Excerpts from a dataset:
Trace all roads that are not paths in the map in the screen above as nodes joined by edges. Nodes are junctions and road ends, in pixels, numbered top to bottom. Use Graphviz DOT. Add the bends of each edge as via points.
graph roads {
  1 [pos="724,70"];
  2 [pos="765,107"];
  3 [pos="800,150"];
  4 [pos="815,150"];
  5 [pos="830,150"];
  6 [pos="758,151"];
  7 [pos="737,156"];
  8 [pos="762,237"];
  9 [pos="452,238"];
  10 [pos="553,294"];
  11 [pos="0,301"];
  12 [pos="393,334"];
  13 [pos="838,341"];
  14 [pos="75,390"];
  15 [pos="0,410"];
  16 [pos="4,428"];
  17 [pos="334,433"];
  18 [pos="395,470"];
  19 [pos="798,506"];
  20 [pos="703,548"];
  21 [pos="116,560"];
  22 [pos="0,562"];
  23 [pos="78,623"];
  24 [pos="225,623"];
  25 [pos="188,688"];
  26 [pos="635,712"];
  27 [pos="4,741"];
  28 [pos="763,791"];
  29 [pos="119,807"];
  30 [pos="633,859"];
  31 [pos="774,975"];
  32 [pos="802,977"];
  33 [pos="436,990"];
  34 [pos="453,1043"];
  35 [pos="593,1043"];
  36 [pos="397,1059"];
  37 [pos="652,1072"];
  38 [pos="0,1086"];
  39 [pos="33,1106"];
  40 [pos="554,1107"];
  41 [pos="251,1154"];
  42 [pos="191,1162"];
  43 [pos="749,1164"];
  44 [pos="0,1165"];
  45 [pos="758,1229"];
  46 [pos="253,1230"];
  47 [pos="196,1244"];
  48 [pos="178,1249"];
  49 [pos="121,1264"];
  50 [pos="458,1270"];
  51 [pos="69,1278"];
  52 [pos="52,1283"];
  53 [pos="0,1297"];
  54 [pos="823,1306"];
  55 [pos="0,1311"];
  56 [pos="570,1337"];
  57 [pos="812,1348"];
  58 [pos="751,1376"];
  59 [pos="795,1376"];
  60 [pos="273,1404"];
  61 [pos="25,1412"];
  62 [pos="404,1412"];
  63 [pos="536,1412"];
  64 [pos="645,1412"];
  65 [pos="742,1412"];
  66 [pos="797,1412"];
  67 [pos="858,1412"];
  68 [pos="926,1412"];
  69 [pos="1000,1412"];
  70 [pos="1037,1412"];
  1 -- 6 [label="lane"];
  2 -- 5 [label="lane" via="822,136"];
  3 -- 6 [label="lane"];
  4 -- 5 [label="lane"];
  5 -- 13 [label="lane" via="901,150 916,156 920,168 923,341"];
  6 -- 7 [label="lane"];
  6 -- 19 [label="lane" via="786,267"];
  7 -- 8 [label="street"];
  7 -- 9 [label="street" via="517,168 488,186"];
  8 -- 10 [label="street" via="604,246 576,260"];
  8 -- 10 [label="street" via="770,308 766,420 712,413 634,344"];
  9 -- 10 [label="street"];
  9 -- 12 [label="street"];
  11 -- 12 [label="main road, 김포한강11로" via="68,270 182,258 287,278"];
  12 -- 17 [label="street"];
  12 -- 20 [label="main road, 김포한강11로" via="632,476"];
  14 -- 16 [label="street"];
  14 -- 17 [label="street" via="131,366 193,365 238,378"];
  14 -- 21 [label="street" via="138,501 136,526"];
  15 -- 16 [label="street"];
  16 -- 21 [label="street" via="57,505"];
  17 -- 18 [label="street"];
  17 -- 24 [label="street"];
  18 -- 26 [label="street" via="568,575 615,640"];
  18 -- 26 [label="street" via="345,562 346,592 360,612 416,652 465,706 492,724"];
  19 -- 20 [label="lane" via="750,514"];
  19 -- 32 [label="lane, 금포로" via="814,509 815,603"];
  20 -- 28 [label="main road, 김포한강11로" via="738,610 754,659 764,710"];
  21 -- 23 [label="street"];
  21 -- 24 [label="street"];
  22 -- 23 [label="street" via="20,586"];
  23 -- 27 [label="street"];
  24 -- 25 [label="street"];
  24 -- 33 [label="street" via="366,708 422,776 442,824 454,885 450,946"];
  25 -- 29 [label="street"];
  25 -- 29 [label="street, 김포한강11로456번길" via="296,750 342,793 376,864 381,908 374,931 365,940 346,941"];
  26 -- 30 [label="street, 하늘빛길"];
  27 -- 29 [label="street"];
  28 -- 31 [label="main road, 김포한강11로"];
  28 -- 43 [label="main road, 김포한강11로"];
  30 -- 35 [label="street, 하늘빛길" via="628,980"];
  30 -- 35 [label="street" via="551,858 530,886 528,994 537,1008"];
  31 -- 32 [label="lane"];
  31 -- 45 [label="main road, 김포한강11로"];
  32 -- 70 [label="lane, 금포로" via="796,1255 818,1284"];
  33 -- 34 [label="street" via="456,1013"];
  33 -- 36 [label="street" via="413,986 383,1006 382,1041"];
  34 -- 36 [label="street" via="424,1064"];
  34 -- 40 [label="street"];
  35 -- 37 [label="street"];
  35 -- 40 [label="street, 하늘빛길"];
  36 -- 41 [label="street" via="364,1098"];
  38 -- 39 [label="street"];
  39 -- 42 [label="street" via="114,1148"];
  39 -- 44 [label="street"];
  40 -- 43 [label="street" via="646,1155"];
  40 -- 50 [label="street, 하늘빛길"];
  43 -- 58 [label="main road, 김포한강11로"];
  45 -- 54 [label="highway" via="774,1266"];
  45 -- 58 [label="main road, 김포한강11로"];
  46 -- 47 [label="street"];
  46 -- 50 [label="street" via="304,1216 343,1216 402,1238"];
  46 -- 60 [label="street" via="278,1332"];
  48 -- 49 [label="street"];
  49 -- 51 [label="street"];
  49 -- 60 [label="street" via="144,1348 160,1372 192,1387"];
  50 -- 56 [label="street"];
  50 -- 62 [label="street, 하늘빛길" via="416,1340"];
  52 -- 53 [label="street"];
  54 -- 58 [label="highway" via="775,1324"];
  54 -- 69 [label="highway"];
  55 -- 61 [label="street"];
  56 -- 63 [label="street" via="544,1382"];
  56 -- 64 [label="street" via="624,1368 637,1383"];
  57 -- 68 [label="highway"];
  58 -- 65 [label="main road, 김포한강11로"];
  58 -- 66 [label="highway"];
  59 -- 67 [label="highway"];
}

PROBLEM: Search the entries for the word "main", then list each line that holds it.

ANSWER BOX:
  11 -- 12 [label="main road, 김포한강11로" via="68,270 182,258 287,278"];
  12 -- 20 [label="main road, 김포한강11로" via="632,476"];
  20 -- 28 [label="main road, 김포한강11로" via="738,610 754,659 764,710"];
  28 -- 31 [label="main road, 김포한강11로"];
  28 -- 43 [label="main road, 김포한강11로"];
  31 -- 45 [label="main road, 김포한강11로"];
  43 -- 58 [label="main road, 김포한강11로"];
  45 -- 58 [label="main road, 김포한강11로"];
  58 -- 65 [label="main road, 김포한강11로"];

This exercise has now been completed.